THE DATA Block Start

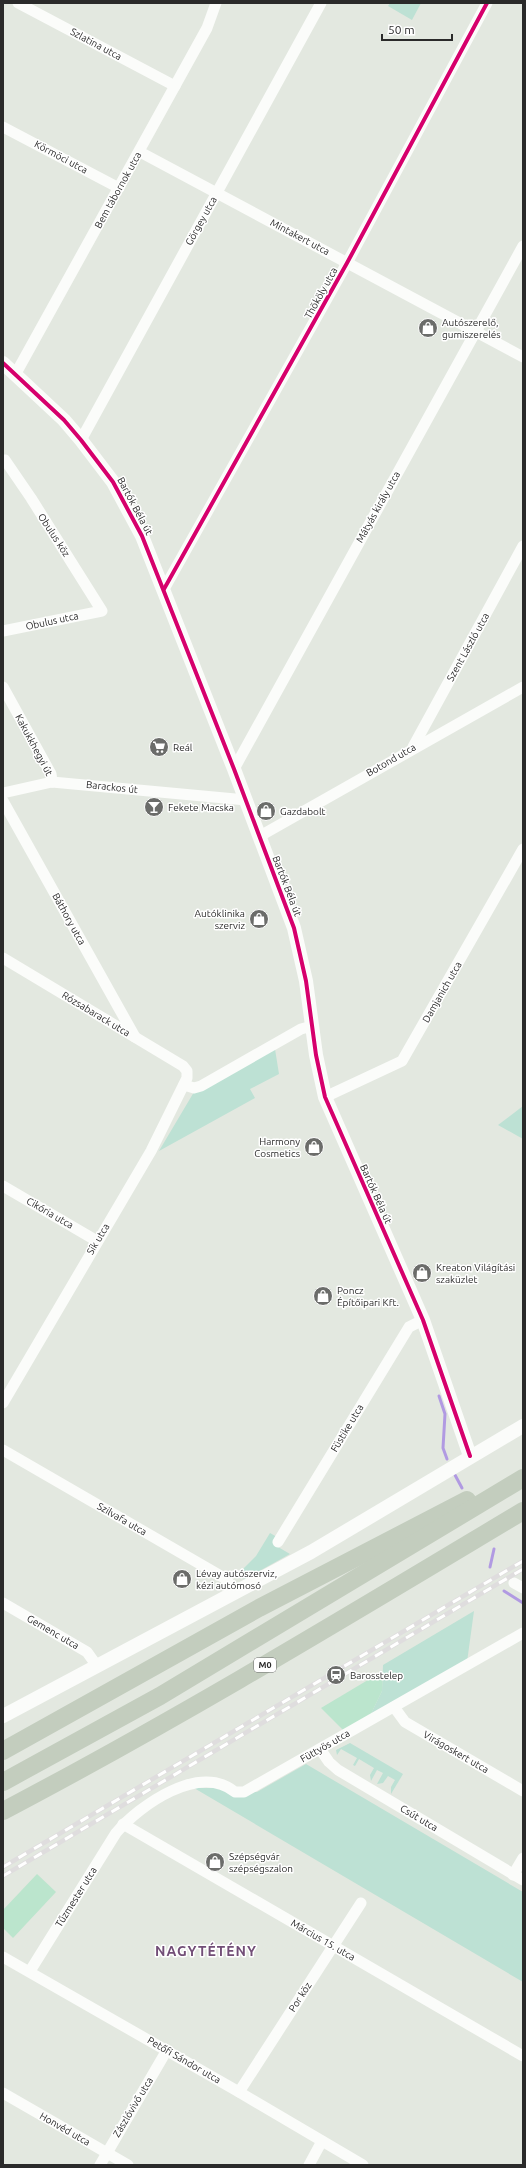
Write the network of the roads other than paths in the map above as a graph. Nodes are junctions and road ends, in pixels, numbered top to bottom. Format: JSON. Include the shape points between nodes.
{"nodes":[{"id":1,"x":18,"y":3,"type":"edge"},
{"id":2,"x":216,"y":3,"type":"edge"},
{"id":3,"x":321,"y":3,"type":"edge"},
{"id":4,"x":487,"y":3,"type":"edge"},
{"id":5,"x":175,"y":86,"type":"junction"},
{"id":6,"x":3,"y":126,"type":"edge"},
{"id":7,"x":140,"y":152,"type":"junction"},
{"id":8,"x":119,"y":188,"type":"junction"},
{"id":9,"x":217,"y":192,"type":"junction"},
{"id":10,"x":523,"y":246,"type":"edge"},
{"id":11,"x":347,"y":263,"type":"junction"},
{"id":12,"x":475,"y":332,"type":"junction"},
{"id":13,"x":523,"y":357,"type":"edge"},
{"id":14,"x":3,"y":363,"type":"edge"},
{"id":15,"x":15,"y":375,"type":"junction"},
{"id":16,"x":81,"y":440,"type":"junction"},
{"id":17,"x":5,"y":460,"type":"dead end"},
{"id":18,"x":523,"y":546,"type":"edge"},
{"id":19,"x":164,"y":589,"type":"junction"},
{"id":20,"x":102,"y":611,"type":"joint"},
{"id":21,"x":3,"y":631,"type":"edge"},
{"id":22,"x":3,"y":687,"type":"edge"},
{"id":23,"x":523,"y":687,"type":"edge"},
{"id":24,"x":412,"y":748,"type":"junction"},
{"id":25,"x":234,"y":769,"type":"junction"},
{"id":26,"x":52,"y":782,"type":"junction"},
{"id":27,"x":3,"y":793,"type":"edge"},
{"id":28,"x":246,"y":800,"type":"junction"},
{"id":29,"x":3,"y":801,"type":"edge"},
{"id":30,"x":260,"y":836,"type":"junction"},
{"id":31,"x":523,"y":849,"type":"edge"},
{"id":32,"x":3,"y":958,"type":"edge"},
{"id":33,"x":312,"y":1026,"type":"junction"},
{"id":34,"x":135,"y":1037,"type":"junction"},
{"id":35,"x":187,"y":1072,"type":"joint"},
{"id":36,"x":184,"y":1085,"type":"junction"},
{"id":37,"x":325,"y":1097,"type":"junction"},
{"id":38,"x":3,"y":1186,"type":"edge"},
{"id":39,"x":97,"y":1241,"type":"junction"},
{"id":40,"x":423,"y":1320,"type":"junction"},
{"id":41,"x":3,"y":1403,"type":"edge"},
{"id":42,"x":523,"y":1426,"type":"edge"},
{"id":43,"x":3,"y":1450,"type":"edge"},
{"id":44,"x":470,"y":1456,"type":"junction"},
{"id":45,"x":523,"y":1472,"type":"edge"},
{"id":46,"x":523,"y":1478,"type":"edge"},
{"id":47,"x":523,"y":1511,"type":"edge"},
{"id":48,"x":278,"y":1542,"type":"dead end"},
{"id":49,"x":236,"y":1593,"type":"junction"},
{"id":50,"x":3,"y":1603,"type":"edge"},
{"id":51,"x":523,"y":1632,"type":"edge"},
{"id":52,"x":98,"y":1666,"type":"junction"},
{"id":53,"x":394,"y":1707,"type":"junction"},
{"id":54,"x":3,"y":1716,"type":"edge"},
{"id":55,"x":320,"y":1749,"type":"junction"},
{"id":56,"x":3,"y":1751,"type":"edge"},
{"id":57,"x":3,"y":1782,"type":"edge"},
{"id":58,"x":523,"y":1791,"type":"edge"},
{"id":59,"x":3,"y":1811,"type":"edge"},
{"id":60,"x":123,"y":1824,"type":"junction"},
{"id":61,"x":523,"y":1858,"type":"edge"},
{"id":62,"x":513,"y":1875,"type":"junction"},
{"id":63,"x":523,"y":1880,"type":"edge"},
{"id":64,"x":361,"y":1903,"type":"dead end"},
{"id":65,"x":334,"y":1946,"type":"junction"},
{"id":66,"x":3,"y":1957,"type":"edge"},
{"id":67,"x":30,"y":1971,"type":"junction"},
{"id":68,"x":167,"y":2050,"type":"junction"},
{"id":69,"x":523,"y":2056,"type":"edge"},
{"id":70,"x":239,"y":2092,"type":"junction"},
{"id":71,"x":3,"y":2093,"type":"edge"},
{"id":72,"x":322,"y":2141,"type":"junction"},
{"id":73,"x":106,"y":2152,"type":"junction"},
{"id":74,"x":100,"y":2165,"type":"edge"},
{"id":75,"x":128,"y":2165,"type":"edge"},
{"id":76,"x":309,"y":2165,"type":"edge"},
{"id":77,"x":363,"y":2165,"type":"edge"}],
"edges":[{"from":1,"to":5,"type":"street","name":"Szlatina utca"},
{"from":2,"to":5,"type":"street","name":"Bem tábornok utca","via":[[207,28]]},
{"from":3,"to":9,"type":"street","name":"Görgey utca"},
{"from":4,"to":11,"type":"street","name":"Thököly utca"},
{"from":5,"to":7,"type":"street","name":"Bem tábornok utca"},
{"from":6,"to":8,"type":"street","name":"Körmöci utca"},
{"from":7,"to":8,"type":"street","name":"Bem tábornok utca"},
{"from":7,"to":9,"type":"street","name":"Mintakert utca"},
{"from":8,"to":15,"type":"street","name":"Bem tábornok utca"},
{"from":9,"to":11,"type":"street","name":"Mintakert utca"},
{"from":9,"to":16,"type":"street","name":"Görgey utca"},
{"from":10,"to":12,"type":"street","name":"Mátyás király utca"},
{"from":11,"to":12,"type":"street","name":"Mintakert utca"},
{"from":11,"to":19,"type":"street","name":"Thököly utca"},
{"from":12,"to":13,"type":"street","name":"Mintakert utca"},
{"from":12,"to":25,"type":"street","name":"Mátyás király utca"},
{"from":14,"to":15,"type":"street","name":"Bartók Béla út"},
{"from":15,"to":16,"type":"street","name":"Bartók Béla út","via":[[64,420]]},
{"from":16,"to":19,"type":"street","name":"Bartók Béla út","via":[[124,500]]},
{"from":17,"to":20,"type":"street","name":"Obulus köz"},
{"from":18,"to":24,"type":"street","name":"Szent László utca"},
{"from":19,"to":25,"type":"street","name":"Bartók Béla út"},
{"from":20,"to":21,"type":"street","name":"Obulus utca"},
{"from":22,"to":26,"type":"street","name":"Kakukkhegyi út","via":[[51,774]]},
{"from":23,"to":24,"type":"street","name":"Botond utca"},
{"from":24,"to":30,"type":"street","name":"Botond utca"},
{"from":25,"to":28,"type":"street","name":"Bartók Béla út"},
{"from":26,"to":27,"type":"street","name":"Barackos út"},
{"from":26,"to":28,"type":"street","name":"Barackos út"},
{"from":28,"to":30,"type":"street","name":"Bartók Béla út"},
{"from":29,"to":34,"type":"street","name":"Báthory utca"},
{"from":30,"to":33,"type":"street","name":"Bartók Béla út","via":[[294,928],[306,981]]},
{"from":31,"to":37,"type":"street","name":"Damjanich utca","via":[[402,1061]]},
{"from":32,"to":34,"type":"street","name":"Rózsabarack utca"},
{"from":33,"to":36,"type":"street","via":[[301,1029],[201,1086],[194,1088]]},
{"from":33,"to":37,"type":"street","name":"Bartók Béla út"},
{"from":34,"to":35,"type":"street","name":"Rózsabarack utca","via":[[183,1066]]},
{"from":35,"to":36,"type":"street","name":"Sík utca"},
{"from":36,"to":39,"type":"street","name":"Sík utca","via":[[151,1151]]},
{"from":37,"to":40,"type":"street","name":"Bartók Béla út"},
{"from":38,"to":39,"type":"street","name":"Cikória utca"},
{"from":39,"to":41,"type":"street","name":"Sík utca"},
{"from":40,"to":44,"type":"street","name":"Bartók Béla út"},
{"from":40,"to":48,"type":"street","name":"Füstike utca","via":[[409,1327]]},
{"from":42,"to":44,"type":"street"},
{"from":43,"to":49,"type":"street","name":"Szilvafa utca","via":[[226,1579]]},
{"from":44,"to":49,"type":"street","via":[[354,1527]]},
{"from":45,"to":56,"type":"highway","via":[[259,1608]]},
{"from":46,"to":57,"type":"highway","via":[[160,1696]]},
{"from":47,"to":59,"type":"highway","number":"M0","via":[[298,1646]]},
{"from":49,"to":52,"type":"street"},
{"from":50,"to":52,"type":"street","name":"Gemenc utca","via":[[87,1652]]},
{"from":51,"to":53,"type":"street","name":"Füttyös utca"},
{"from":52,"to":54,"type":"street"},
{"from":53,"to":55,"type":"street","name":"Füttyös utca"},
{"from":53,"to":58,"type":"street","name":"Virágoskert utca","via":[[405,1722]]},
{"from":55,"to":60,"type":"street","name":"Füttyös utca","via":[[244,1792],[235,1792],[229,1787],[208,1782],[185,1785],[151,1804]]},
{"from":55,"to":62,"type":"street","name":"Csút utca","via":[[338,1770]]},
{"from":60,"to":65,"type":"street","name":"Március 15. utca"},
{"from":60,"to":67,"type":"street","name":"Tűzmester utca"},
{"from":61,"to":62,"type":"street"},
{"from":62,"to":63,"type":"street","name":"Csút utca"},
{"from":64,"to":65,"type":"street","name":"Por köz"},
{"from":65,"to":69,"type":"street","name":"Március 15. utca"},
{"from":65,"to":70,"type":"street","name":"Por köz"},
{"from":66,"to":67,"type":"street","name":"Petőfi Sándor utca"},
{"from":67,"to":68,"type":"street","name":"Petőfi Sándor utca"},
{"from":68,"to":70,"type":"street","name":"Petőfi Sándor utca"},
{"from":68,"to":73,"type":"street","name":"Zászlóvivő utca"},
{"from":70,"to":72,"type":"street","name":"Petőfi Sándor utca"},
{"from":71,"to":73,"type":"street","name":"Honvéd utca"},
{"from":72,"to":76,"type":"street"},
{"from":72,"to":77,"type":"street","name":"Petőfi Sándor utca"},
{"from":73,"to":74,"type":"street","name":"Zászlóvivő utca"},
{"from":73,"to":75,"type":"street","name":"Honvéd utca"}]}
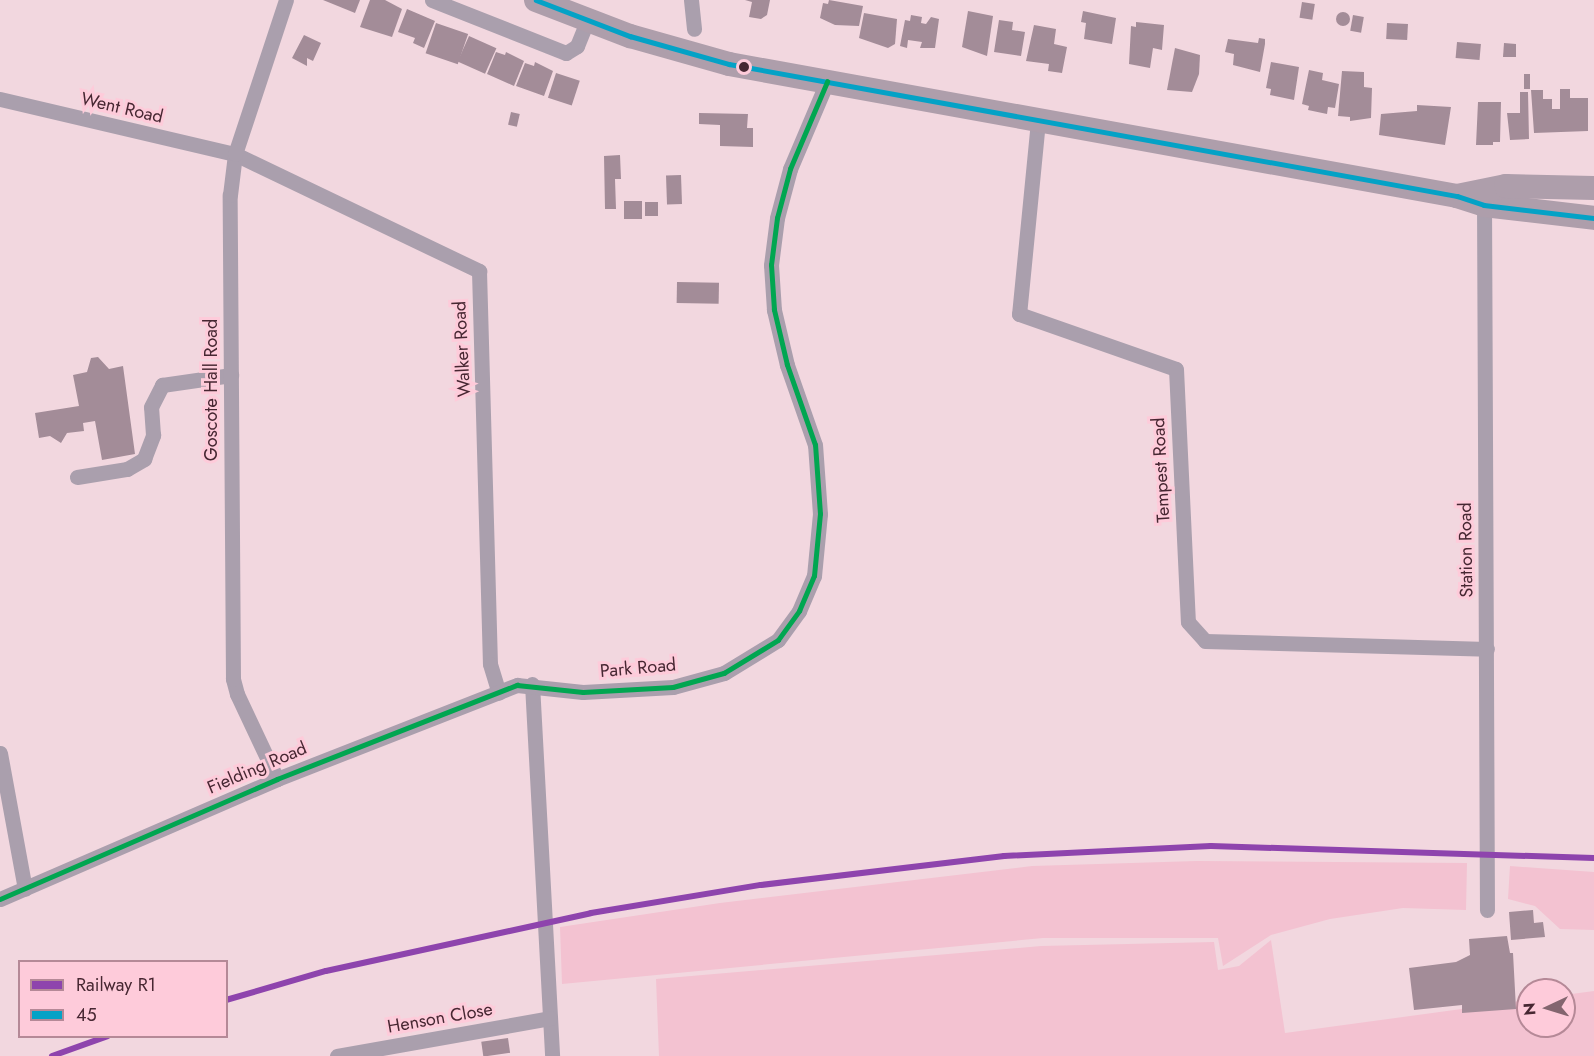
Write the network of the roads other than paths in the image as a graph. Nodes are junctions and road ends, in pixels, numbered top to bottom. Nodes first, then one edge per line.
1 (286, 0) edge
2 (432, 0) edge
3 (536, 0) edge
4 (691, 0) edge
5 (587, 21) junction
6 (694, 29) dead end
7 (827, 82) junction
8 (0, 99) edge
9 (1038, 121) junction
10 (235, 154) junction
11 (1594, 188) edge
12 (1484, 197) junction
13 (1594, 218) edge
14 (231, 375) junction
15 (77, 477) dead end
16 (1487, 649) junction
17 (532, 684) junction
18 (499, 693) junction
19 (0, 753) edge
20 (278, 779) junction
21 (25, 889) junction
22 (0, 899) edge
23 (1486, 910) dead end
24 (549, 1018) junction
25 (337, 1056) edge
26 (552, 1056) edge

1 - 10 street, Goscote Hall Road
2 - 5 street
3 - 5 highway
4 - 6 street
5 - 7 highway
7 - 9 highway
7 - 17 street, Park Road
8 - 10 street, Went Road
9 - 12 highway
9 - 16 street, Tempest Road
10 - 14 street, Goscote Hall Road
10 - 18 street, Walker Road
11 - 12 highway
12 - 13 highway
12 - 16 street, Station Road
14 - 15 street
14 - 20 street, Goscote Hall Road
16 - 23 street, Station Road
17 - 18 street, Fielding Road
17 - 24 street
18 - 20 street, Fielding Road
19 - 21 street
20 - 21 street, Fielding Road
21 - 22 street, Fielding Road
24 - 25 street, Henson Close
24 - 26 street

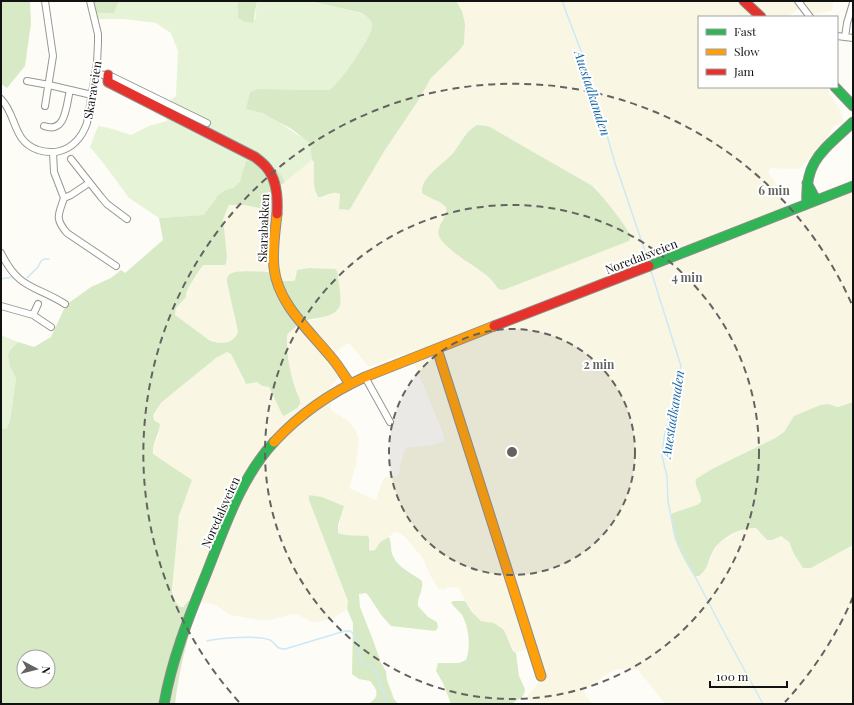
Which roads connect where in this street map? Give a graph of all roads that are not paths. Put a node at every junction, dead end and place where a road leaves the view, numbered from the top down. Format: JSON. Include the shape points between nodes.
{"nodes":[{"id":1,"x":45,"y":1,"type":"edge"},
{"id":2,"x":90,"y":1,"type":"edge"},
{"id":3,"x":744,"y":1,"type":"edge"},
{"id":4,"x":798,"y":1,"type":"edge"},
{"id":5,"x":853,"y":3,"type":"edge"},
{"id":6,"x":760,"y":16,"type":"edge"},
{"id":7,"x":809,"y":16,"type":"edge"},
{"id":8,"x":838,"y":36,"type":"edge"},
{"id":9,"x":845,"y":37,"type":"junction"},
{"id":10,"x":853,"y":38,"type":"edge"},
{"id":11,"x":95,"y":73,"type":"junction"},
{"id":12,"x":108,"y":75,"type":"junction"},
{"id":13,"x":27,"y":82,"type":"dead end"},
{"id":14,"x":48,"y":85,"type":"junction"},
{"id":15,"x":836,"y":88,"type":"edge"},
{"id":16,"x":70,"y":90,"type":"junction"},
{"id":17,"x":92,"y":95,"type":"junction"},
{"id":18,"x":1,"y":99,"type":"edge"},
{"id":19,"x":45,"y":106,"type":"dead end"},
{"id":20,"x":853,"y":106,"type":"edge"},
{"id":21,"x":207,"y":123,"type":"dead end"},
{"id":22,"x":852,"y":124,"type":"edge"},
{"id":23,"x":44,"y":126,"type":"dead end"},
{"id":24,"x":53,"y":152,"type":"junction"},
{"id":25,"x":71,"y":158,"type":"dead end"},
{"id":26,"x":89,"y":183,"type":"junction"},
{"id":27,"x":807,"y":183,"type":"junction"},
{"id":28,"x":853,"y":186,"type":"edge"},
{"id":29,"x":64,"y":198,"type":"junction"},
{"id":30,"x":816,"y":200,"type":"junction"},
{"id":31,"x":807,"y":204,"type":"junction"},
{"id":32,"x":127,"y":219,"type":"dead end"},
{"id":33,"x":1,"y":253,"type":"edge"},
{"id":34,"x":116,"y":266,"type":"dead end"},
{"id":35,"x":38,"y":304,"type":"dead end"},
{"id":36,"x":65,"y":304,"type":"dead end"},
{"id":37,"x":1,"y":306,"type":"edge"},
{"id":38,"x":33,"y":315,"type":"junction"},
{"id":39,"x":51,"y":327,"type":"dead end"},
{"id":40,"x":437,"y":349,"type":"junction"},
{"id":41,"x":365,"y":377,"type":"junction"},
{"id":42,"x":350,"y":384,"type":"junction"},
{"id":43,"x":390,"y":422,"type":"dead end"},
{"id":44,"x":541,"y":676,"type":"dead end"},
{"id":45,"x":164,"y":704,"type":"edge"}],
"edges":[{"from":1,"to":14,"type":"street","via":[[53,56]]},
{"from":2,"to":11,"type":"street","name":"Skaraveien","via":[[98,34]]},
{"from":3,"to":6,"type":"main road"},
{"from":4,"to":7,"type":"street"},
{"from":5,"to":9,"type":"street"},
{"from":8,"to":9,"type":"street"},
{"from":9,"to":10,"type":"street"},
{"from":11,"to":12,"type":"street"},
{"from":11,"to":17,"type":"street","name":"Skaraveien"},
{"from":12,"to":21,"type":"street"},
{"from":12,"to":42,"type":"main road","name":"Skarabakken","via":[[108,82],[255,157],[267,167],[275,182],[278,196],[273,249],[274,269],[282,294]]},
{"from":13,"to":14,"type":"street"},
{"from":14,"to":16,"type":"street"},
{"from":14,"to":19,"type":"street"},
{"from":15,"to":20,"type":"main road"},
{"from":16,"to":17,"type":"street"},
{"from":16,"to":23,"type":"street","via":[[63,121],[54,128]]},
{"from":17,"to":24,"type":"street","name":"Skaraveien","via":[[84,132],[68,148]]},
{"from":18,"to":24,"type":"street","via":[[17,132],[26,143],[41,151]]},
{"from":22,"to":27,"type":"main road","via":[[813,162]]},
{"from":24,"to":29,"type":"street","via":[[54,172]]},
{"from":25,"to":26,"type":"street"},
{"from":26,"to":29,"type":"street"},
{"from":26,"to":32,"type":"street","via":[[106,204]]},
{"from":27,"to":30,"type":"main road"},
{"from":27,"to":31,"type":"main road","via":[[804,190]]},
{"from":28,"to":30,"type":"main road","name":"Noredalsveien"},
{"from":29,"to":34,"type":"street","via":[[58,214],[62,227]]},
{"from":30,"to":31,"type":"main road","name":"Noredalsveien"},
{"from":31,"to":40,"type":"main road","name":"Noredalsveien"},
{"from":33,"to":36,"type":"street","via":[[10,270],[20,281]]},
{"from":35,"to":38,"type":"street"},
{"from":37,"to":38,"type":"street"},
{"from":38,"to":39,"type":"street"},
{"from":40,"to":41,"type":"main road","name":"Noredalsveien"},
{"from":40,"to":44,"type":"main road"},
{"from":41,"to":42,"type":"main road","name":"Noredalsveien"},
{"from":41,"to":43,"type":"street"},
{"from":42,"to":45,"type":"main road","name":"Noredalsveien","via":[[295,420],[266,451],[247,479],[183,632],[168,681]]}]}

THE DATA Block End

State the number of lines in the preceding data that contain the word "highway", and nothing besides.

__COMPLETED TASK__. 9